肖白随那个小周穿过市府大院,一直走到院子的最深处。小周说到了,这是1号楼,也叫市长楼。小周说我就不进去了,肖记者你走好。肖白道了谢,径自走进去。大厅里还有一个传达室。这回传达室里的小伙子拨了小波的电话,不一会,小波就从楼道里迎了出来。肖白随小波往楼道里走,小波就悄声地介绍这个屋是某市长,那个屋是某副市长,他一边走还一边不断地跟各屋的秘书们相互点头打着招乎。走在市府大楼里的小波真的是表面谦和谨慎,而骨子里却是一派春风得意的样子。在公众面前一举一动都具优越感的小波,和跟肖白独处时的那个亲切自然随和的小波,简直就是完全不同的两个人。这种不同也决不是装出来的,就像戏里的串角,不同的戏他要戴不同的面具。哪一种面具都具真实性。所不同的是,艺术的人生是把生活戏剧化了,摘下面具我们还会认出生活里本真的那一个他;而政治的人生是把戏剧生活化了。久而久之连他自己也分不清自己到底是戏里的角儿还是生活里真的人生。我们也就更无从认出他来……
《守身如玉》第六章(1)
小波领肖白先到自己的办公室。小波的办公室不大,但简朴明快。靠窗一张栗色的写字台,上面放着一台笔记本计算机,写字台右上角放着厚厚的一摞呈给市长待批的文件。座椅后面是一排书柜,里边的书全是很政治化的,什么《资本论》、《列宁全集》、《毛泽东选集》、《邓小平文选》等等,将书柜摆得满满的。书都是崭新而又整洁的,一看便知书的主人很少或是从未动过它们。在写字台的对面放着一把椅子,那是主宾谈话最好最自然最亲切的一个位置。在写字桌的斜对面,靠门口还有单人座的一对沙发,中间隔着一个长方条的茶几,一看便知是给要面见市长的人的“候”座。肖白并不想见小波的老板,那位副市长大人,所以她选择了小波对面的那张座椅。可这时小波却附身低声略带了神秘的语气对肖白说:“一会,我们老板要见你!”老板自然是指申副市长。如今,秘书们都是这么称呼他们跟随的领导的。

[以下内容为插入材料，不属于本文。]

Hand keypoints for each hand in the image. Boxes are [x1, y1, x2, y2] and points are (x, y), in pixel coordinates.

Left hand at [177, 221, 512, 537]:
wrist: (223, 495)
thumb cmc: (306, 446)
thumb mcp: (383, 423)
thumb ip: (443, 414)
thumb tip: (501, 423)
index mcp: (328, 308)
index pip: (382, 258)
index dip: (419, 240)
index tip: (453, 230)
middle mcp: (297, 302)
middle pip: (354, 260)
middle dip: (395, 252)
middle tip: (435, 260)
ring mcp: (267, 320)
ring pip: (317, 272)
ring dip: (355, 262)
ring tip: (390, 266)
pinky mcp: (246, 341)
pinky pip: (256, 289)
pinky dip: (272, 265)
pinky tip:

肖白对小波的话就有些意外和愕然,“见我……?为什么?”
小波看看表又看看门外,欲说又止。他稍沉思了一下说,“我回头再跟你细说吧。反正跟石狮子和你要写的文章有关。另外,我们老板现正在跟一个‘大师’级人物谈事儿,你不妨也见一见,这也是我们老板的意思。”肖白越发地被小波搞得摸不清头脑了,“我又不认识人家!这,合适吗?你在搞什么名堂吗,神秘兮兮的!”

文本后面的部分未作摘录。